Cap-Haïtien, 18 mai 2025 – Tandis que les rues de la deuxième ville du pays vibraient au rythme des fanfares, des discours officiels et des parades à l’occasion de la fête du Drapeau, une scène autrement plus brutale se déroulait en marge des festivités. Un professeur, figure locale de la mobilisation pour de meilleures conditions de travail dans le secteur éducatif, a été violemment battu par des agents de la POLIFRONT et de l’USGPN. Son seul crime : réclamer le respect de sa dignité professionnelle.
Cette agression, survenue en plein centre-ville, n’est pas un simple débordement. Elle est le symptôme d’un système qui choisit de réprimer plutôt que de dialoguer, de parader plutôt que de réformer. Ce que ce professeur demandait, comme des milliers d’autres à travers le pays, ce n’était pas une faveur : c’était un salaire à temps, une salle de classe décente, une reconnaissance à la hauteur de la mission d’enseigner dans un pays en crise.
Ce même jour, l’État haïtien a mobilisé près de 400 millions de gourdes pour organiser les festivités dans le Nord. Déploiement logistique impressionnant, effets de communication à grande échelle, distributions de T-shirts, de drapeaux et de slogans vides de contenu. Pendant ce temps, dans les écoles publiques, la craie se fait rare, les enseignants désabusés et les élèves de plus en plus absents.
Plusieurs professeurs de la région témoignent anonymement. L’un d’eux confie : « Ma carte de débit est bloquée depuis des semaines. Je ne peux même pas acheter à manger. Et ils osent parler de valorisation de l’enseignement ? » Un autre, épuisé, soupire : « Ils veulent des cérémonies, pas des cerveaux. »
Depuis des années, les gouvernements successifs promettent la revalorisation du métier d’enseignant. Sur le terrain, la situation empire. Les grèves s’enchaînent, les écoles ferment, les élèves décrochent. Et désormais, revendiquer des droits peut valoir des coups. Le message est clair : enseigner en Haïti est non seulement une vocation sans reconnaissance, mais aussi une activité à risque.
Au-delà de l’indignation, cette affaire révèle une fracture fondamentale dans le contrat social haïtien. Un État qui matraque ses professeurs, c’est un État qui renonce à son avenir. Un gouvernement qui préfère financer des shows symboliques plutôt que de garantir l’éducation, choisit l’obscurantisme contre la lumière.
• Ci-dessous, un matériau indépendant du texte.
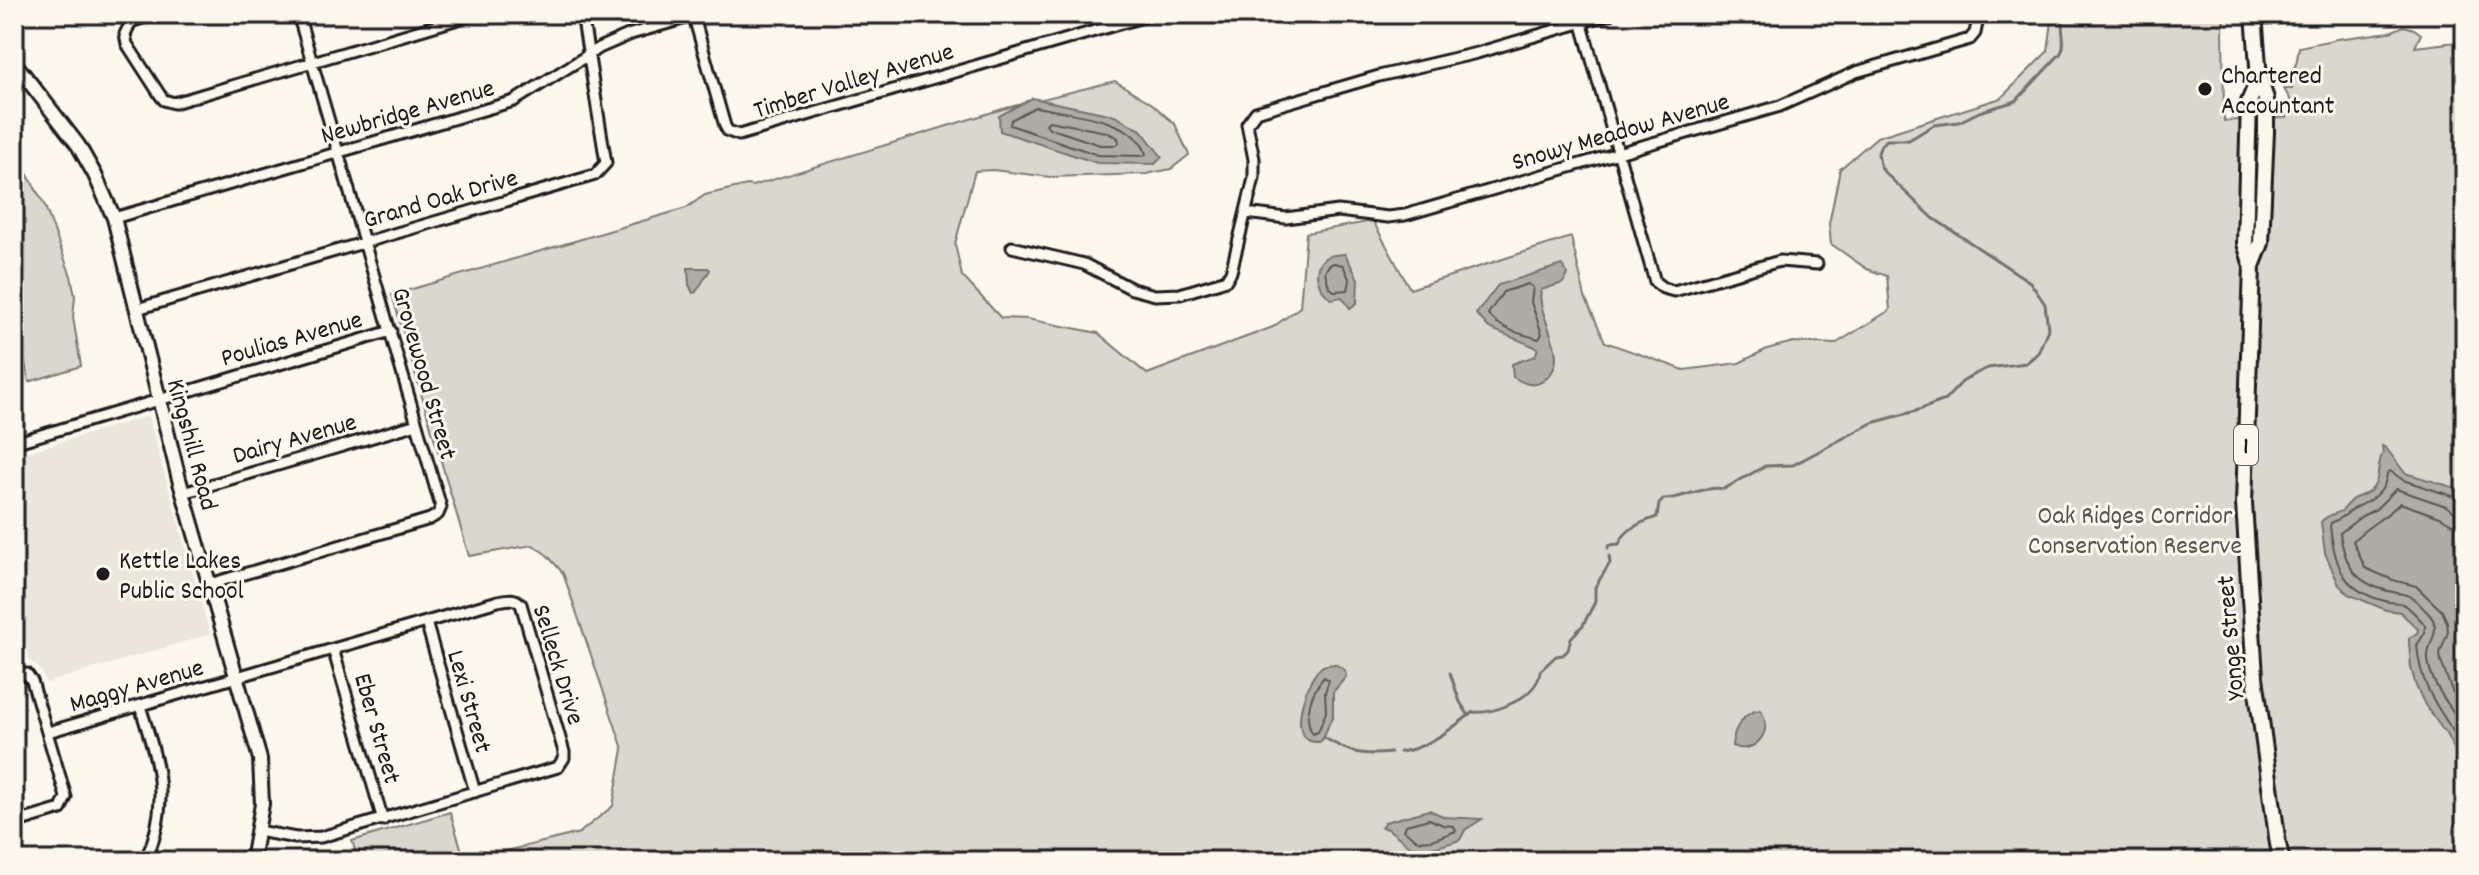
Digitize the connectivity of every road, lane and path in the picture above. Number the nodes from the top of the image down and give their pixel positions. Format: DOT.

Le drapeau haïtien est né d’un acte de libération. Il est censé symboliser la dignité, la justice, la souveraineté populaire. Le voir brandi par ceux-là mêmes qui piétinent les droits les plus élémentaires de ceux qui forment les générations futures, c’est le voir trahi. Le sang versé par les ancêtres pour la liberté ne saurait justifier la violence d’un régime contre ses éducateurs.
Au Cap-Haïtien, ce 18 mai 2025, pendant que les puissants s’enivraient de patriotisme de façade, un professeur gisait au sol, frappé pour avoir osé parler. Ce n’est pas seulement un homme qu’on a humilié. C’est l’école. C’est le savoir. C’est l’espoir.
Et tant que ces injustices seront maquillées en célébrations, tant que l’État préférera les projecteurs à la réforme, le pays continuera de danser au bord du gouffre, sous les tambours de la démagogie.